Aquel edificio del siglo XVII era el lugar idóneo para la lectura, que siempre requiere tranquilidad, silencio, soledad y también tiempo, esa dimensión física, por la que, a partir de la mitad del siglo XX,  se comenzó  a pagar un precio mayor que el que se pagaba por el oro.  También, a partir de esa fecha aproximada, el silencio se llenó de ruidos y la tranquilidad se mezcló con el estrés. Y la soledad se convirtió en una sombra que, cuando atrapaba a alguien, no lo soltaba jamás. Pero  los libros seguían ahí, en sus estanterías decimonónicas, apilados, alineados,  verticales, de pie, y transmitiendo paz. Y nadie en aquel momento cayó en la cuenta de que una biblioteca, al igual que una escuela pública, tal vez sean el primer eslabón de acceso a la cultura. Un escritor norteamericano vino a decir una vez que “por la cantidad de polvo acumulado en los libros de una biblioteca se mide la ignorancia de un pueblo”. 

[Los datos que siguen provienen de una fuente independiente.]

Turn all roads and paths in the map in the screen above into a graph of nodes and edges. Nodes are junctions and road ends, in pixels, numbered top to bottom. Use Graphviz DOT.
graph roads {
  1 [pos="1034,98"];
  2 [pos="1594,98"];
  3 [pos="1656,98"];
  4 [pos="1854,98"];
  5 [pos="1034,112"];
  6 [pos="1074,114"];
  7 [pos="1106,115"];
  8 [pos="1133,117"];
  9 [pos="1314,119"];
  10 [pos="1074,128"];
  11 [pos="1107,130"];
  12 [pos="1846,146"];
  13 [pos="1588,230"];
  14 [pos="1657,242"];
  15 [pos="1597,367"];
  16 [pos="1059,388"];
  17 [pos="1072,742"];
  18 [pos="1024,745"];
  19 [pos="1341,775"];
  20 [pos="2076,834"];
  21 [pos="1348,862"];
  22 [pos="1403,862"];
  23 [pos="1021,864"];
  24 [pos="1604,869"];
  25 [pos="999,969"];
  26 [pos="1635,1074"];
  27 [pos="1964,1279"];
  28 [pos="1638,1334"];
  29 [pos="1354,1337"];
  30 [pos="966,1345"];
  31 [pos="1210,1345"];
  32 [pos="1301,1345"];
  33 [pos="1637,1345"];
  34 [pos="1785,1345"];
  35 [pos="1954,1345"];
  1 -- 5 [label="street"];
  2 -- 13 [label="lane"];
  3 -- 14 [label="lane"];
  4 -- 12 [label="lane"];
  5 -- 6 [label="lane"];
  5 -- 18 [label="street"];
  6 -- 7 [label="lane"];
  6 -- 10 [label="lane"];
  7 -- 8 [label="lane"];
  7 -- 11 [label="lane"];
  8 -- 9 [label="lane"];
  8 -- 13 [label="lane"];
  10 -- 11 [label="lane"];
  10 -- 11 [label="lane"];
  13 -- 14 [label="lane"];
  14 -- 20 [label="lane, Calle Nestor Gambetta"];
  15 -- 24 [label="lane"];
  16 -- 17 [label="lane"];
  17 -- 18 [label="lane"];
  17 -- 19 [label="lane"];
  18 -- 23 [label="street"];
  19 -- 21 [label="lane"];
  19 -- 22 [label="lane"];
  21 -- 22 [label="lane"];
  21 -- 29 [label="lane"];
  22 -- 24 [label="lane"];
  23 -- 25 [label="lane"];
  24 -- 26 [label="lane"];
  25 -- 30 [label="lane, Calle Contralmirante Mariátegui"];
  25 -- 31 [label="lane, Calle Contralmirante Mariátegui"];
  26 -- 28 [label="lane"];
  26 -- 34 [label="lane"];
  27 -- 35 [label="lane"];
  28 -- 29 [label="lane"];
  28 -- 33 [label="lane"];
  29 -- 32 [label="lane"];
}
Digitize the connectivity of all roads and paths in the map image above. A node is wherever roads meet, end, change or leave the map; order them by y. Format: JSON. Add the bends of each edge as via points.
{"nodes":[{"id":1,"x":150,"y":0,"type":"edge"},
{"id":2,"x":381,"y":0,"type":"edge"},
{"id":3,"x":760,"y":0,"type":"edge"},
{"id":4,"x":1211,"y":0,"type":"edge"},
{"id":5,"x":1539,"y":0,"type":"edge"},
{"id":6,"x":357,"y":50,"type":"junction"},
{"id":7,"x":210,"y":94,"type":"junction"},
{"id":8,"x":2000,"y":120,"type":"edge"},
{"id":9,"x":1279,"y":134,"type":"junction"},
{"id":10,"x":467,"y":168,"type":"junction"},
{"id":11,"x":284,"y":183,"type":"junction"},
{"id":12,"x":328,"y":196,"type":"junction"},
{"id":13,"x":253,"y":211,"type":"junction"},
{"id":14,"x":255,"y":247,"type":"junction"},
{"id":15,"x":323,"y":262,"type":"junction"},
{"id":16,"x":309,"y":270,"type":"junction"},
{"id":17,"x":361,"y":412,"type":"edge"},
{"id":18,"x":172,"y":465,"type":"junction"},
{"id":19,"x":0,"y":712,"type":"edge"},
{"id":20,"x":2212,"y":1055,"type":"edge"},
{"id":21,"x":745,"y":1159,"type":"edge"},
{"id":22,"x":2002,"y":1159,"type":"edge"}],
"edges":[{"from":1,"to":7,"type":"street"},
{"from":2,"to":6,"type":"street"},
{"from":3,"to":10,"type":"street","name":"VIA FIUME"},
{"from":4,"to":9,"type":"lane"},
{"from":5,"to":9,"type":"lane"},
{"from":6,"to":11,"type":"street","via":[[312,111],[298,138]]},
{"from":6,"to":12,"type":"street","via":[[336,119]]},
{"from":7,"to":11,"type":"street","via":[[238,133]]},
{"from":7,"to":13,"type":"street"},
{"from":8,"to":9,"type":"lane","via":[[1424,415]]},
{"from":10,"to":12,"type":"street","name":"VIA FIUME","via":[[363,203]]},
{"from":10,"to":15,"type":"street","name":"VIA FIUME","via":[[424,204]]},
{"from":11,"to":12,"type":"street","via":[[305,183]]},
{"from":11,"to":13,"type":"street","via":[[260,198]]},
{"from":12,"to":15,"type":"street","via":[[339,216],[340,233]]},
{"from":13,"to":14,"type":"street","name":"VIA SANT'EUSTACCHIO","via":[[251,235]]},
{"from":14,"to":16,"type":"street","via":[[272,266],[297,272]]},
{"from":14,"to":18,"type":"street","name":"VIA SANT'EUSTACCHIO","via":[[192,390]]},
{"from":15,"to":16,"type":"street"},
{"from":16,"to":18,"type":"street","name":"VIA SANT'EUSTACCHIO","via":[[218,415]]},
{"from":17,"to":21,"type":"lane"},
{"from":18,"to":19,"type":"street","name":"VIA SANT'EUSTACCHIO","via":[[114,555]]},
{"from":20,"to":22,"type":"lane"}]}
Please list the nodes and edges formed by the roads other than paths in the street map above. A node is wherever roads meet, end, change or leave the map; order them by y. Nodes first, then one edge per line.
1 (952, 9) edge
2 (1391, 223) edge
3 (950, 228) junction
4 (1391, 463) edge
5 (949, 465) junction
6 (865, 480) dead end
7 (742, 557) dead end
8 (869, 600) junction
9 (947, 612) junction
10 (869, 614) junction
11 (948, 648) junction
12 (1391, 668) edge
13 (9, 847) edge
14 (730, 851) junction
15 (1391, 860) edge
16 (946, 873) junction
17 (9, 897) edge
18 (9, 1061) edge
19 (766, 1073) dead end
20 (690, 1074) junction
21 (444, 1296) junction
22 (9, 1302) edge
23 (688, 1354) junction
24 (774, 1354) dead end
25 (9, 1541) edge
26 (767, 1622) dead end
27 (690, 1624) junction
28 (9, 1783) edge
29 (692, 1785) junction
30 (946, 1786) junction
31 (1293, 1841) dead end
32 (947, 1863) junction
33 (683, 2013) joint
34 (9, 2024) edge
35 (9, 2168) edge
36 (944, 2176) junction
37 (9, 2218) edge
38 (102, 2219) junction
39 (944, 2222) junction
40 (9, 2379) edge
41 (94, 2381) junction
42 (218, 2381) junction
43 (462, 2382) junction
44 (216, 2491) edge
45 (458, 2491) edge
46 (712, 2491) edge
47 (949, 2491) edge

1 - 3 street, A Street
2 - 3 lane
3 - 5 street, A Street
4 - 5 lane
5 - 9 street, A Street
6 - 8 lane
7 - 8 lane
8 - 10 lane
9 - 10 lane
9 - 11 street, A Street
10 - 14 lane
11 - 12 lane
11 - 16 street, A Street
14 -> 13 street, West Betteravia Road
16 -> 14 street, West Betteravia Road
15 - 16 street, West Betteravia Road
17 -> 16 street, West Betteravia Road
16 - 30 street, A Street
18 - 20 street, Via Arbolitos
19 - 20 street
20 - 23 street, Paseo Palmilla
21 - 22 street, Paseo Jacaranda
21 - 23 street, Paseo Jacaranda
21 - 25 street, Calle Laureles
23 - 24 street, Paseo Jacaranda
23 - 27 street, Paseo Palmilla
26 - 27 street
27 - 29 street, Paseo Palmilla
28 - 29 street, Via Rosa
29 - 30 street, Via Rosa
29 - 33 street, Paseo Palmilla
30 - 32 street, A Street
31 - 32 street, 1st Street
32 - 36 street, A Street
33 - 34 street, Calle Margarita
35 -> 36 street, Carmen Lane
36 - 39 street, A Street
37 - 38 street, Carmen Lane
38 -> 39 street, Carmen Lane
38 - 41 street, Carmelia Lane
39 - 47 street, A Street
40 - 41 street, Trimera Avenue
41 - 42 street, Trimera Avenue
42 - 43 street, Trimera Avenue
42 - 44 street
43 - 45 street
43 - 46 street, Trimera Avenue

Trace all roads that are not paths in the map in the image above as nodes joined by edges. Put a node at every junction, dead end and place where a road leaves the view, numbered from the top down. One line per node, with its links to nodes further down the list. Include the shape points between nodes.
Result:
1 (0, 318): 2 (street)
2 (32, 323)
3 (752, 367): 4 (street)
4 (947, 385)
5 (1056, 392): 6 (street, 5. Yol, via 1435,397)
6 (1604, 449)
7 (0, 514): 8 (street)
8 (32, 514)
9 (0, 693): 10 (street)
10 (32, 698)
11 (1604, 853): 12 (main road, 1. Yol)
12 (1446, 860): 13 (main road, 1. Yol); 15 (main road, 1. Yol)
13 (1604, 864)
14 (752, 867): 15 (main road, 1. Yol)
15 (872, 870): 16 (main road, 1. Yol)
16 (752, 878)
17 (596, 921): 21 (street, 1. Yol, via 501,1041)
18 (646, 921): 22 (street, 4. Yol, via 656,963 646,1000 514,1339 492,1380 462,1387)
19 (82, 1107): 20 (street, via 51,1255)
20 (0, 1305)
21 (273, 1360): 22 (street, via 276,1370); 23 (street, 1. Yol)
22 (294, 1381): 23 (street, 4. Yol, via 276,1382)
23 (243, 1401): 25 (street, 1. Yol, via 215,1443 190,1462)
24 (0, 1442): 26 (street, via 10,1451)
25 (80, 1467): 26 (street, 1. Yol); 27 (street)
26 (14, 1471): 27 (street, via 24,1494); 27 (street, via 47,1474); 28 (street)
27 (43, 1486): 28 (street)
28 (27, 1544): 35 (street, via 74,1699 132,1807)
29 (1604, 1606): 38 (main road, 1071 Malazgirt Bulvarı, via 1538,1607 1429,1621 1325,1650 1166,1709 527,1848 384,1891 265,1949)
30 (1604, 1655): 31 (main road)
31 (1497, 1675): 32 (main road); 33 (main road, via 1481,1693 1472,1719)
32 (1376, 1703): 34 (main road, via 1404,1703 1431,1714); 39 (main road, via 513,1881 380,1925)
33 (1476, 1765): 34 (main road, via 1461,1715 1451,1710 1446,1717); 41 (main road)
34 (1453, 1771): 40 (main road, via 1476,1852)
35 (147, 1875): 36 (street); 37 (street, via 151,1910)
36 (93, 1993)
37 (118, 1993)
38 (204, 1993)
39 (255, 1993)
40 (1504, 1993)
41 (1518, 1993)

 Los libros no producen ansiedad ni depresión. Con ellos leemos cosas de mentira que parecen de verdad, mientras los tenemos entre las manos, tocándolos, oliéndolos… El olor de un libro es poderoso: te atrapa. Y el grosor del papel de sus páginas. Y la carátula o la portada. Colores, olores, tacto... Son historias frente a nuestros ojos, recorriendo líneas de tinta  de izquierda a derecha como unos raíles por donde se desliza la imaginación creando cosas verdaderas, como que los caballos que corren por la vereda clavan sus patas en la tierra en su cabalgar y los jinetes empuñan sus espadas. Y los dos bandos de caballería se cruzan en un valle verde, muy verde, y se enzarzan en una lucha encarnizada. No es verdad, pero así lo está contando el libro que tenemos entre las manos, que, como decía, huele al medioevo, o a las Cruzadas, a la época en la que se desarrolla esa lucha. Sólo necesitamos muy pocas cosas: un libro, una silla, una mesa en la que apoyarnos…, y ya tenemos la más humilde de las bibliotecas, ese espacio en el que se disfruta de una convivencia respetuosa sin otro requisito que la voluntad de aprender junto a otros, en silencio,  cogiendo sitio y hábito, todos alrededor de las mesas, alrededor de otros mundos, que son los libros.